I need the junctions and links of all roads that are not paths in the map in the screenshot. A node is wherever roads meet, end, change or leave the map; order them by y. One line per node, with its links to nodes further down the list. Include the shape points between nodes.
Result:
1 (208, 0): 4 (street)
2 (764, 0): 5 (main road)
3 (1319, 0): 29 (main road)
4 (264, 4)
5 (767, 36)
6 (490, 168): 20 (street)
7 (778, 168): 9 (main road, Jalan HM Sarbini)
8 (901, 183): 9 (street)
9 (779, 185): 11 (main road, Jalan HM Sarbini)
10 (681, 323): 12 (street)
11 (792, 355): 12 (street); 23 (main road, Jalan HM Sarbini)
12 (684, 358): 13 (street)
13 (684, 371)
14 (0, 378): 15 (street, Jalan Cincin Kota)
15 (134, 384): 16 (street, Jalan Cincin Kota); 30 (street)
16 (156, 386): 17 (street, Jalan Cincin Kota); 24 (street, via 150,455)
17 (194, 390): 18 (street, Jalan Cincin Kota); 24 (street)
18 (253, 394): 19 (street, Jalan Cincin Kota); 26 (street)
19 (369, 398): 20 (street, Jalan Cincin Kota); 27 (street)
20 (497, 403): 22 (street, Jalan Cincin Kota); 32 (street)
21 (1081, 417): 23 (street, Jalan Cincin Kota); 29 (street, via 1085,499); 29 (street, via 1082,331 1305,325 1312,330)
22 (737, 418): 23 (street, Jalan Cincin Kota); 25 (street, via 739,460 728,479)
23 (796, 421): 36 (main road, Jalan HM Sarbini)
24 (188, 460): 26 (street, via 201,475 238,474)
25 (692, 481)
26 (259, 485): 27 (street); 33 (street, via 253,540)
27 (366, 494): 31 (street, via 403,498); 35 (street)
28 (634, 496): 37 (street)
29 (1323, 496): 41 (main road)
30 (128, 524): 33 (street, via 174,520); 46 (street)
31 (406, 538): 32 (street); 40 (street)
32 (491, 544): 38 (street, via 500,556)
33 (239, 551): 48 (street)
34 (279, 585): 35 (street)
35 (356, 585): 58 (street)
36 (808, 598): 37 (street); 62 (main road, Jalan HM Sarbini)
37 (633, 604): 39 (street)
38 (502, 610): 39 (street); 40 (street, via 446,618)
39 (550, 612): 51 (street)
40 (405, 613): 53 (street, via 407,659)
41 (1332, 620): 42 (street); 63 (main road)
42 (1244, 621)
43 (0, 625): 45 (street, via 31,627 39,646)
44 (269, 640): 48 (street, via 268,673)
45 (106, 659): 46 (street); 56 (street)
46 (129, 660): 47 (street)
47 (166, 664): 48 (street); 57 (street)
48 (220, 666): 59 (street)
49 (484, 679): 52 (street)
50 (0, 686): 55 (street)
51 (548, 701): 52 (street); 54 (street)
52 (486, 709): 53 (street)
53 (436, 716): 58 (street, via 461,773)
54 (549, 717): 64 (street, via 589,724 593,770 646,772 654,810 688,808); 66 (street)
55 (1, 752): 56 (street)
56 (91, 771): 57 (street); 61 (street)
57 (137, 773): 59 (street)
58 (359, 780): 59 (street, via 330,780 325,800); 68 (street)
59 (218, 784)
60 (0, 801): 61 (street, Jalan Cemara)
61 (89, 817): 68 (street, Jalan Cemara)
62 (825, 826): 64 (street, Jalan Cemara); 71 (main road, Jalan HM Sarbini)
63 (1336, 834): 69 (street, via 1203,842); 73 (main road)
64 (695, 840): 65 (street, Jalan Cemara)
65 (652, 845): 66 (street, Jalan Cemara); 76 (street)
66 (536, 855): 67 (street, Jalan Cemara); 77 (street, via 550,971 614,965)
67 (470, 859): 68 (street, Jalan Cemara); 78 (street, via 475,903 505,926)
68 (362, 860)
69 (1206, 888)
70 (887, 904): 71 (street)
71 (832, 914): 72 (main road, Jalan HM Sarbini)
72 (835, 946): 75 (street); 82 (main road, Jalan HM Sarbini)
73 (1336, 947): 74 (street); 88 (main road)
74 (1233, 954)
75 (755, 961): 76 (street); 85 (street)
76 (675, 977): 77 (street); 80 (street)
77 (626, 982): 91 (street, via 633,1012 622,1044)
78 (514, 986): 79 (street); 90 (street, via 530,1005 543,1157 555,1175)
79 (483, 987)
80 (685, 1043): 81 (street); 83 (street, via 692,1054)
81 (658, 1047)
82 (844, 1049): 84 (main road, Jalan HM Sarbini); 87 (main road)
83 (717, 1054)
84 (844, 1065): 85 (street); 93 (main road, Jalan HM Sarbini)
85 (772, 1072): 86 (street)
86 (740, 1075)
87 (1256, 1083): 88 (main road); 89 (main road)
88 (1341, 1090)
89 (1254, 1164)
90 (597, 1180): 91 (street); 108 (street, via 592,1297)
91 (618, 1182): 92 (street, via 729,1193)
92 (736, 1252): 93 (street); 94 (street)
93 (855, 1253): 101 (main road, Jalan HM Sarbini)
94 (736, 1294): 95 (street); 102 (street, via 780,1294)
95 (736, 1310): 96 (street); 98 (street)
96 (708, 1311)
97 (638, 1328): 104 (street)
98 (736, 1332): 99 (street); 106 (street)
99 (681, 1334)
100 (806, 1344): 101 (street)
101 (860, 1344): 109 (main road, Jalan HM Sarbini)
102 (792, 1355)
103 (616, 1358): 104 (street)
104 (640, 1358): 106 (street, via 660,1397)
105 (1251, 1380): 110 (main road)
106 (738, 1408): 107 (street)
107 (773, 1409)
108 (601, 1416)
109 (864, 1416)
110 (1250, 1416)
***
WHAT IS BEING ASKED » In the data above, which lines have "Cemara"? Report each of them.

TASK OUTPUT »
60 (0, 801): 61 (street, Jalan Cemara)
61 (89, 817): 68 (street, Jalan Cemara)
62 (825, 826): 64 (street, Jalan Cemara); 71 (main road, Jalan HM Sarbini)
64 (695, 840): 65 (street, Jalan Cemara)
65 (652, 845): 66 (street, Jalan Cemara); 76 (street)
66 (536, 855): 67 (street, Jalan Cemara); 77 (street, via 550,971 614,965)
67 (470, 859): 68 (street, Jalan Cemara); 78 (street, via 475,903 505,926)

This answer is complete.